Stored items
□ □ □ □
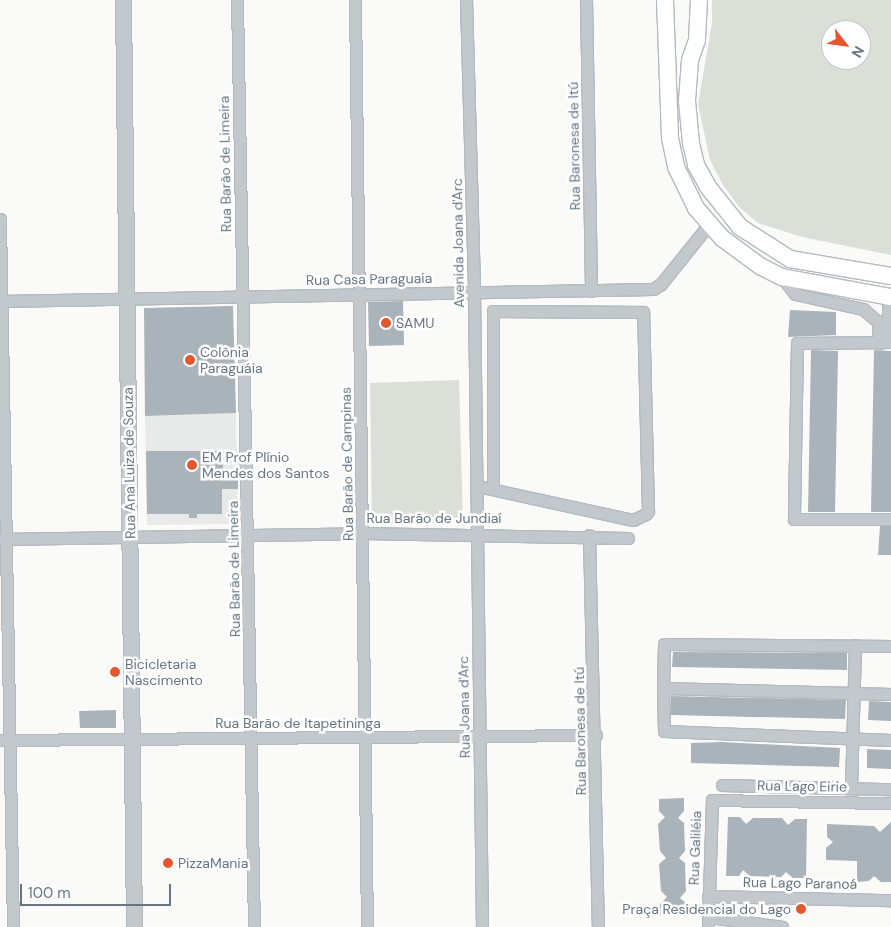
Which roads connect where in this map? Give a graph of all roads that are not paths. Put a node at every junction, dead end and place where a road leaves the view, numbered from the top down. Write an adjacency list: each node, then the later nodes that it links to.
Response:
1 (123, 0): 17 (street, Rua Ana Luiza de Souza)
2 (237, 0): 15 (street, Rua Barão de Limeira)
3 (354, 0): 14 (street, Rua Barão de Campinas)
4 (466, 0): 13 (street, Avenida Joana d'Arc)
5 (586, 0): 12 (street, Rua Baronesa de Itú)
6 (665, 0): 9 (main road)
7 (699, 0): 10 (main road)
8 (0, 219): 18 (street)
9 (709, 224): 11 (main road); 12 (street, Rua Casa Paraguaia)
10 (891, 276)
11 (782, 277): 16 (main road); 19 (street)
12 (591, 291): 13 (street, Rua Casa Paraguaia)
13 (474, 292): 14 (street, Rua Casa Paraguaia); 20 (street, Avenida Joana d'Arc)
14 (359, 295): 15 (street, Rua Casa Paraguaia); 23 (street, Rua Barão de Campinas)
15 (242, 297): 17 (street, Rua Casa Paraguaia); 27 (street, Rua Barão de Limeira)
16 (890, 297): 19 (street)
17 (126, 298): 18 (street, Rua Casa Paraguaia); 26 (street, Rua Ana Luiza de Souza)
18 (0, 301): 29 (street)
19 (885, 343): 22 (street)
20 (477, 486): 21 (street); 24 (street, Rua Joana d'Arc)
21 (493, 489): 21 (street)
22 (891, 519)
23 (363, 533): 24 (street, Rua Barão de Jundiaí); 27 (street, Rua Barão de Jundiaí); 37 (street, Rua Barão de Campinas)
24 (477, 533): 25 (street, Rua Barão de Jundiaí); 35 (street, Rua Joana d'Arc)
25 (588, 535): 28 (street, Rua Barão de Jundiaí); 36 (street, Rua Baronesa de Itú)
26 (130, 536): 27 (street, Rua Barão de Jundiaí); 29 (street, Rua Barão de Jundiaí); 39 (street, Rua Ana Luiza de Souza)
27 (249, 536): 40 (street, Rua Barão de Limeira)
28 (628, 538)
29 (4, 539): 41 (street)
30 (856, 645): 31 (street); 32 (street); 33 (street)
31 (891, 646)
32 (663, 688): 33 (street); 38 (street)
33 (855, 693): 34 (street); 38 (street)
34 (891, 694)
35 (480, 735): 36 (street, Rua Barão de Itapetininga); 37 (street, Rua Barão de Itapetininga); 55 (street, Rua Joana d'Arc)
36 (596, 735): 56 (street, Rua Baronesa de Itú)
37 (366, 738): 40 (street, Rua Barão de Itapetininga); 54 (street, Rua Barão de Campinas)
38 (852, 738): 42 (street); 44 (street)
39 (132, 739): 40 (street, Rua Barão de Itapetininga); 41 (street, Rua Barão de Itapetininga); 52 (street, Rua Ana Luiza de Souza)
40 (252, 739): 53 (street, Rua Barão de Limeira)
41 (6, 740): 51 (street)
42 (891, 740)
43 (722, 785): 44 (street)
44 (851, 788): 45 (street)
45 (891, 789)
46 (712, 800): 47 (street, Rua Lago Eirie); 48 (street, Rua Galiléia)
47 (891, 803)
48 (708, 896): 49 (street, Rua Lago Paranoá); 50 (street, Rua Galiléia)
49 (891, 900)
50 (708, 922): 57 (street)
51 (14, 927)
52 (134, 927)
53 (254, 927)
54 (367, 927)
55 (482, 927)
56 (598, 927)
57 (782, 927)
□ □ □ □
• [WORK TASK] Check each line of the records above, and copy those that hold the word "Limeira".

• [TASK RESPONSE]
2 (237, 0): 15 (street, Rua Barão de Limeira)
15 (242, 297): 17 (street, Rua Casa Paraguaia); 27 (street, Rua Barão de Limeira)
27 (249, 536): 40 (street, Rua Barão de Limeira)
40 (252, 739): 53 (street, Rua Barão de Limeira)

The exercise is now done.